= Communications Processor Module =

Network coprocessor

Communications Processor Module (CPM) is a component of Motorola 68000 family (QUICC) or Motorola/Freescale Semiconductor PowerPC/Power ISA (PowerQUICC) microprocessors designed to provide features related to imaging and communications. A microprocessor can delegate most of the input/output processing (for example sending and receiving data via the serial interface) to the Communications Processor Module and the microprocessor does not have to perform those functions itself. Some input/output functions require quick response from the processor, for example due to precise timing requirements during data transmission. With CPM performing those operations, the main microprocessor is free to perform other tasks.

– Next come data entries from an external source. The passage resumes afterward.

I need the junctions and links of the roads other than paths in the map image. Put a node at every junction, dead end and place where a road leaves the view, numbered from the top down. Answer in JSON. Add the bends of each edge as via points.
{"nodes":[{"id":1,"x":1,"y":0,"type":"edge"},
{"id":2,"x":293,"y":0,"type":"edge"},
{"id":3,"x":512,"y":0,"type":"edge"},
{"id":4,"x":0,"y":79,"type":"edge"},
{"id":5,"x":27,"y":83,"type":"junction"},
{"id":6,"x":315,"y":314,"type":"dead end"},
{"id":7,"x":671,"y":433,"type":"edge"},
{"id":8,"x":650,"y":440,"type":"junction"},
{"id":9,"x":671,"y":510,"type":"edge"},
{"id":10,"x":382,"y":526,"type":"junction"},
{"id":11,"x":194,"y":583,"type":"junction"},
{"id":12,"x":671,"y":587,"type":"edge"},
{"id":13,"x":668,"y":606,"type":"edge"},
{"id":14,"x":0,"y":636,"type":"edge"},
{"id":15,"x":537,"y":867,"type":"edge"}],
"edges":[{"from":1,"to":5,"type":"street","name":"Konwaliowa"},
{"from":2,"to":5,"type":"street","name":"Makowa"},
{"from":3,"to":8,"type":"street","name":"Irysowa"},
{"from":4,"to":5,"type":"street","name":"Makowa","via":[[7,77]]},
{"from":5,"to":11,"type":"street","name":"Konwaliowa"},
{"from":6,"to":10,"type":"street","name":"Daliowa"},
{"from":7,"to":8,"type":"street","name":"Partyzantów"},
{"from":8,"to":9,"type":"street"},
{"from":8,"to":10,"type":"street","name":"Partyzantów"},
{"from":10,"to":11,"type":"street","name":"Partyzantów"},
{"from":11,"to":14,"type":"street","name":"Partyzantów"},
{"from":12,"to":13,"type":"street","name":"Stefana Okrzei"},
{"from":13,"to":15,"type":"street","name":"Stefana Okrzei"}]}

The CPM features its own RISC microcontroller (Communication Processor), separate from the actual central processing unit IP core. The RISC microcontroller communicates with the core using dual-ported RAM, special command, configuration and event registers as well as via interrupts.

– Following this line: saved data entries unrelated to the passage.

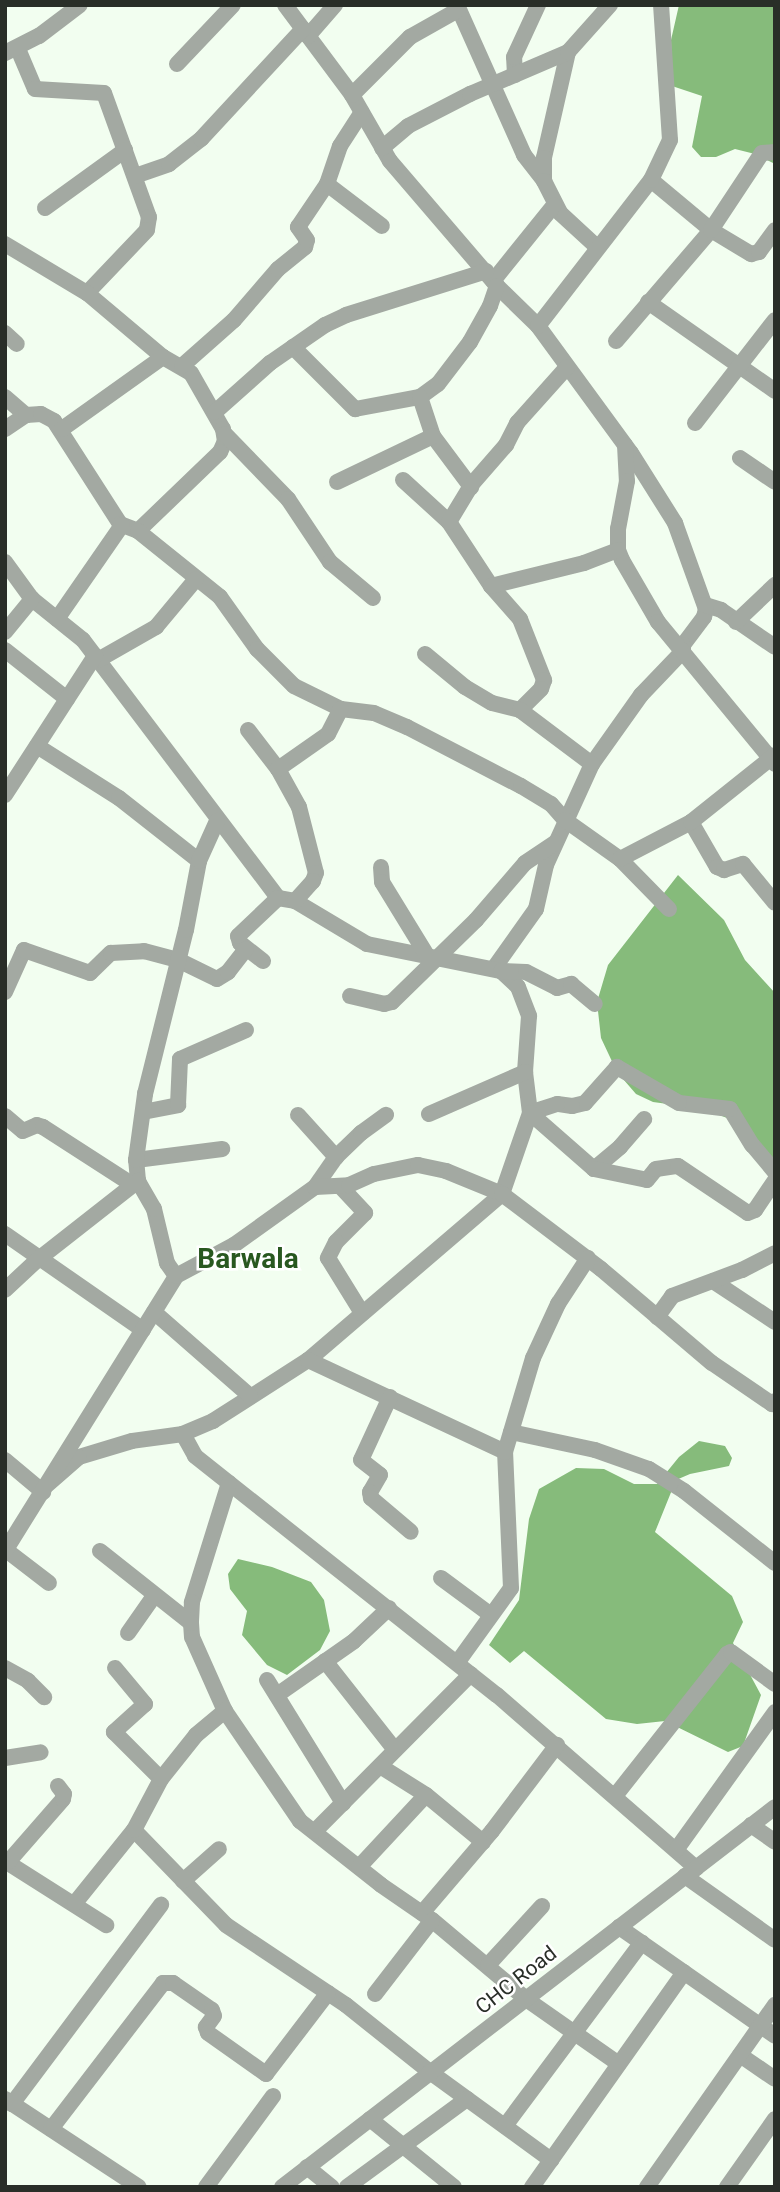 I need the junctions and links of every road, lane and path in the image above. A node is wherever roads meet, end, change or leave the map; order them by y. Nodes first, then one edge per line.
1 (80, 5) edge
2 (233, 5) edge
3 (285, 5) edge
4 (335, 5) edge
5 (538, 5) edge
6 (610, 5) edge
7 (661, 5) edge
8 (457, 7) edge
9 (305, 32) junction
10 (12, 51) edge
11 (568, 52) junction
12 (177, 64) dead end
13 (516, 75) junction
14 (493, 85) junction
15 (352, 94) junction
16 (362, 112) junction
17 (382, 148) junction
18 (125, 150) junction
19 (775, 152) edge
20 (135, 176) junction
21 (650, 180) junction
22 (544, 181) junction
23 (327, 184) junction
24 (554, 205) junction
25 (45, 208) dead end
26 (382, 226) dead end
27 (711, 230) junction
28 (775, 230) edge
29 (5, 244) edge
30 (597, 247) junction
31 (492, 279) junction
32 (87, 293) junction
33 (648, 302) junction
34 (775, 320) edge
35 (538, 326) junction
36 (616, 341) dead end
37 (293, 347) junction
38 (163, 357) junction
39 (181, 366) junction
40 (567, 367) junction
41 (740, 368) junction
42 (775, 391) edge
43 (5, 397) edge
44 (420, 397) junction
45 (215, 412) junction
46 (26, 415) junction
47 (695, 423) dead end
48 (5, 429) edge
49 (62, 429) junction
50 (225, 434) junction
51 (433, 436) junction
52 (625, 444) junction
53 (740, 458) dead end
54 (403, 480) dead end
55 (337, 482) dead end
56 (775, 482) edge
57 (471, 487) junction
58 (449, 522) junction
59 (122, 525) junction
60 (138, 531) junction
61 (618, 550) junction
62 (5, 562) edge
63 (196, 579) junction
64 (775, 585) edge
65 (491, 586) junction
66 (373, 598) dead end
67 (32, 599) junction
68 (705, 605) junction
69 (57, 619) junction
70 (736, 622) junction
71 (5, 632) edge
72 (775, 647) edge
73 (5, 650) edge
74 (682, 651) junction
75 (425, 654) dead end
76 (96, 658) junction
77 (66, 699) junction
78 (341, 709) junction
79 (520, 710) junction
80 (248, 730) dead end
81 (37, 747) junction
82 (773, 760) edge
83 (592, 764) junction
84 (278, 769) junction
85 (5, 795) edge
86 (565, 820) junction
87 (217, 821) junction
88 (691, 822) junction
89 (555, 844) junction
90 (620, 859) junction
91 (199, 861) junction
92 (381, 867) dead end
93 (278, 898) junction
94 (295, 901) junction
95 (775, 903) edge
96 (669, 909) dead end
97 (246, 949) junction
98 (12, 953) edge
99 (431, 958) junction
100 (178, 960) junction
101 (263, 961) dead end
102 (497, 970) junction
103 (5, 992) edge
104 (350, 996) dead end
105 (595, 1004) dead end
106 (246, 1030) dead end
107 (525, 1072) junction
108 (142, 1112) junction
109 (530, 1113) junction
110 (429, 1114) dead end
111 (298, 1115) dead end
112 (386, 1115) dead end
113 (5, 1116) edge
114 (644, 1119) dead end
115 (222, 1149) dead end
116 (336, 1157) junction
117 (136, 1160) junction
118 (594, 1169) junction
119 (775, 1172) edge
120 (775, 1180) edge
121 (136, 1183) junction
122 (340, 1186) junction
123 (315, 1187) junction
124 (502, 1194) junction
125 (5, 1234) edge
126 (775, 1253) edge
127 (40, 1257) junction
128 (587, 1258) junction
129 (176, 1276) junction
130 (713, 1281) junction
131 (5, 1290) edge
132 (153, 1312) junction
133 (362, 1313) junction
134 (657, 1317) junction
135 (775, 1322) edge
136 (143, 1329) junction
137 (308, 1360) junction
138 (250, 1396) junction
139 (390, 1397) junction
140 (775, 1401) edge
141 (511, 1432) junction
142 (183, 1434) junction
143 (505, 1452) junction
144 (5, 1460) edge
145 (229, 1483) junction
146 (45, 1488) junction
147 (411, 1532) dead end
148 (6, 1550) edge
149 (100, 1551) dead end
150 (775, 1563) edge
151 (441, 1578) dead end
152 (49, 1583) dead end
153 (154, 1596) junction
154 (389, 1608) junction
155 (491, 1615) junction
156 (191, 1623) junction
157 (128, 1633) dead end
158 (325, 1661) junction
159 (457, 1663) junction
160 (5, 1668) edge
161 (115, 1668) dead end
162 (471, 1674) junction
163 (267, 1680) dead end
164 (775, 1684) edge
165 (277, 1695) junction
166 (44, 1697) dead end
167 (225, 1711) junction
168 (775, 1712) edge
169 (557, 1745) junction
170 (395, 1751) junction
171 (41, 1752) dead end
172 (5, 1758) edge
173 (380, 1766) junction
174 (161, 1779) junction
175 (58, 1786) dead end
176 (426, 1795) junction
177 (615, 1796) junction
178 (343, 1803) junction
179 (775, 1807) edge
180 (751, 1825) junction
181 (134, 1830) junction
182 (315, 1831) junction
183 (483, 1842) junction
184 (775, 1842) edge
185 (219, 1849) dead end
186 (676, 1850) junction
187 (7, 1861) edge
188 (359, 1867) junction
189 (691, 1872) junction
190 (183, 1881) junction
191 (75, 1903) junction
192 (161, 1905) dead end
193 (542, 1906) dead end
194 (427, 1917) junction
195 (106, 1924) dead end
196 (620, 1927) junction
197 (775, 1940) edge
198 (642, 1942) junction
199 (488, 1965) junction
200 (684, 1972) junction
201 (328, 1993) junction
202 (375, 1994) dead end
203 (526, 1999) junction
204 (775, 2005) edge
205 (760, 2026) junction
206 (575, 2033) junction
207 (775, 2036) edge
208 (740, 2055) junction
209 (619, 2064) junction
210 (430, 2072) junction
211 (775, 2080) edge
212 (273, 2096) dead end
213 (467, 2099) junction
214 (9, 2102) edge
215 (370, 2119) junction
216 (775, 2119) edge
217 (505, 2126) junction
218 (51, 2129) junction
219 (403, 2146) junction
220 (551, 2160) junction
221 (307, 2167) junction
222 (139, 2187) edge
223 (206, 2187) edge
224 (282, 2187) edge
225 (332, 2187) edge
226 (347, 2187) edge
227 (454, 2187) edge
228 (531, 2187) edge
229 (647, 2187) edge
230 (727, 2187) edge

1 - 10 street
2 - 12 street
3 - 9 street
4 - 9 street
5 - 13 street
6 - 11 street
7 - 21 street
8 - 14 street
8 - 15 street
9 - 15 street
9 - 20 street
10 - 18 street
11 - 13 street
11 - 22 street
13 - 14 street
14 - 17 street
14 - 22 street
15 - 16 street
16 - 17 street
16 - 23 street
17 - 31 street
18 - 20 street
18 - 25 street
19 - 27 street
20 - 32 street
21 - 27 street
21 - 30 street
22 - 24 street
23 - 26 street
23 - 39 street
24 - 30 street
24 - 31 street
27 - 28 street
27 - 33 street
29 - 32 street
30 - 35 street
31 - 35 street
31 - 37 street
31 - 44 street
32 - 38 street
33 - 36 street
33 - 41 street
34 - 41 street
35 - 40 street
37 - 44 street
37 - 45 street
38 - 39 street
38 - 49 street
39 - 45 street
40 - 52 street
40 - 57 street
41 - 42 street
41 - 47 street
43 - 46 street
44 - 51 street
45 - 50 street
46 - 48 street
46 - 49 street
49 - 59 street
50 - 60 street
50 - 66 street
51 - 55 street
51 - 57 street
52 - 61 street
52 - 68 street
53 - 56 street
54 - 58 street
57 - 58 street
58 - 65 street
59 - 60 street
59 - 69 street
60 - 63 street
61 - 65 street
61 - 74 street
62 - 67 street
63 - 76 street
63 - 78 street
64 - 70 street
65 - 79 street
67 - 69 street
67 - 71 street
68 - 70 street
68 - 74 street
69 - 76 street
70 - 72 street
73 - 77 street
74 - 82 street
74 - 83 street
75 - 79 street
76 - 77 street
76 - 87 street
77 - 81 street
78 - 84 street
78 - 86 street
79 - 83 street
80 - 84 street
81 - 85 street
81 - 91 street
82 - 88 street
83 - 86 street
84 - 94 street
86 - 89 street
86 - 90 street
87 - 91 street
87 - 93 street
88 - 90 street
88 - 95 street
89 - 99 street
89 - 102 street
90 - 96 street
91 - 100 street
92 - 99 street
93 - 94 street
93 - 97 street
94 - 99 street
97 - 100 street
97 - 101 street
98 - 100 street
98 - 103 street
99 - 102 street
99 - 104 street
100 - 108 street
102 - 105 street
102 - 107 street
106 - 108 street
107 - 109 street
107 - 110 street
108 - 117 street
109 - 118 street
109 - 119 street
109 - 124 street
111 - 116 street
112 - 116 street
113 - 121 street
114 - 118 street
115 - 117 street
116 - 123 street
117 - 121 street
118 - 120 street
121 - 127 street
121 - 129 street
122 - 123 street
122 - 124 street
122 - 133 street
123 - 129 street
124 - 128 street
124 - 133 street
125 - 127 street
126 - 130 street
127 - 131 street
127 - 136 street
128 - 134 street
128 - 141 street
129 - 132 street
130 - 134 street
130 - 135 street
132 - 136 street
132 - 138 street
133 - 137 street
134 - 140 street
136 - 146 street
137 - 138 street
137 - 139 street
138 - 142 street
139 - 143 street
139 - 147 street
141 - 143 street
141 - 150 street
142 - 145 street
142 - 146 street
143 - 155 street
144 - 146 street
145 - 154 street
145 - 156 street
146 - 148 street
148 - 152 street
149 - 153 street
151 - 155 street
153 - 156 street
153 - 157 street
154 - 158 street
154 - 159 street
155 - 159 street
156 - 167 street
158 - 165 street
158 - 170 street
159 - 162 street
160 - 166 street
161 - 174 street
162 - 169 street
162 - 170 street
163 - 165 street
164 - 177 street
165 - 178 street
167 - 174 street
167 - 182 street
168 - 186 street
169 - 177 street
169 - 183 street
170 - 173 street
171 - 172 street
173 - 176 street
173 - 178 street
174 - 181 street
175 - 187 street
176 - 183 street
176 - 188 street
177 - 186 street
178 - 182 street
179 - 180 street, CHC Road
180 - 184 street
180 - 189 street, CHC Road
181 - 190 street
181 - 191 street
182 - 188 street
183 - 194 street
185 - 190 street
186 - 189 street
187 - 191 street
188 - 194 street
189 - 196 street, CHC Road
189 - 197 street
190 - 201 street
191 - 195 street
192 - 214 street
193 - 199 street
194 - 199 street
194 - 202 street
196 - 198 street
196 - 203 street, CHC Road
198 - 200 street
198 - 206 street
199 - 203 street
200 - 205 street
200 - 209 street
201 - 210 street
201 - 218 street
203 - 206 street
203 - 210 street, CHC Road
204 - 205 street
205 - 207 street
205 - 208 street
206 - 209 street
206 - 217 street
208 - 211 street
208 - 229 street
209 - 220 street
210 - 213 street
210 - 215 street, CHC Road
212 - 223 street
213 - 217 street
213 - 219 street
214 - 218 street
215 - 219 street
215 - 221 street, CHC Road
216 - 230 street
217 - 220 street
218 - 222 street
219 - 226 street
219 - 227 street
220 - 228 street
221 - 224 street, CHC Road
221 - 225 street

Motorola 68302 Integrated Multiprotocol Processor featured a RISC processor controlled either by a microcode in ROM or by downloadable firmware. Various forms of microcode were shipped for different applications, for example to support Signaling System 7 communications or Centronics parallel interface. Motorola 68360 QUICC was the first design to feature Communications Processor Module, offering microcode for SS7 and ISDN applications. Specifications of the microcontroller programming interface were generally not shipped to customers. It was possible to run 68360 in slave mode and to use only CPM part of the chip, for example in the M68360QUADS-040 board, where 68040 CPU (master) is coupled with 68360 CPM (slave), with CPU of 68360 processor being disabled.

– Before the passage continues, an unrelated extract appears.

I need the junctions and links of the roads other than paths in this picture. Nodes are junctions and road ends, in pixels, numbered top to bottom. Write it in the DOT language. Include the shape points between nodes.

CPM was used later in the PowerQUICC series of PowerPC- and Power ISA-based processors. Early designs, like MPC860, used virtually the same CPM as the previous 68360 QUICC processors.

Typical features of the CPM include:
- Medium access control (MAC),
- Communication interfaces with serial communication controllers (SCC), serial management controllers (SMC), Universal Serial Bus, I²C and Serial Peripheral Interface Bus attachment,
- Direct memory access (DMA) circuitry, interrupt controller, time-slot assigner and baud rate generators.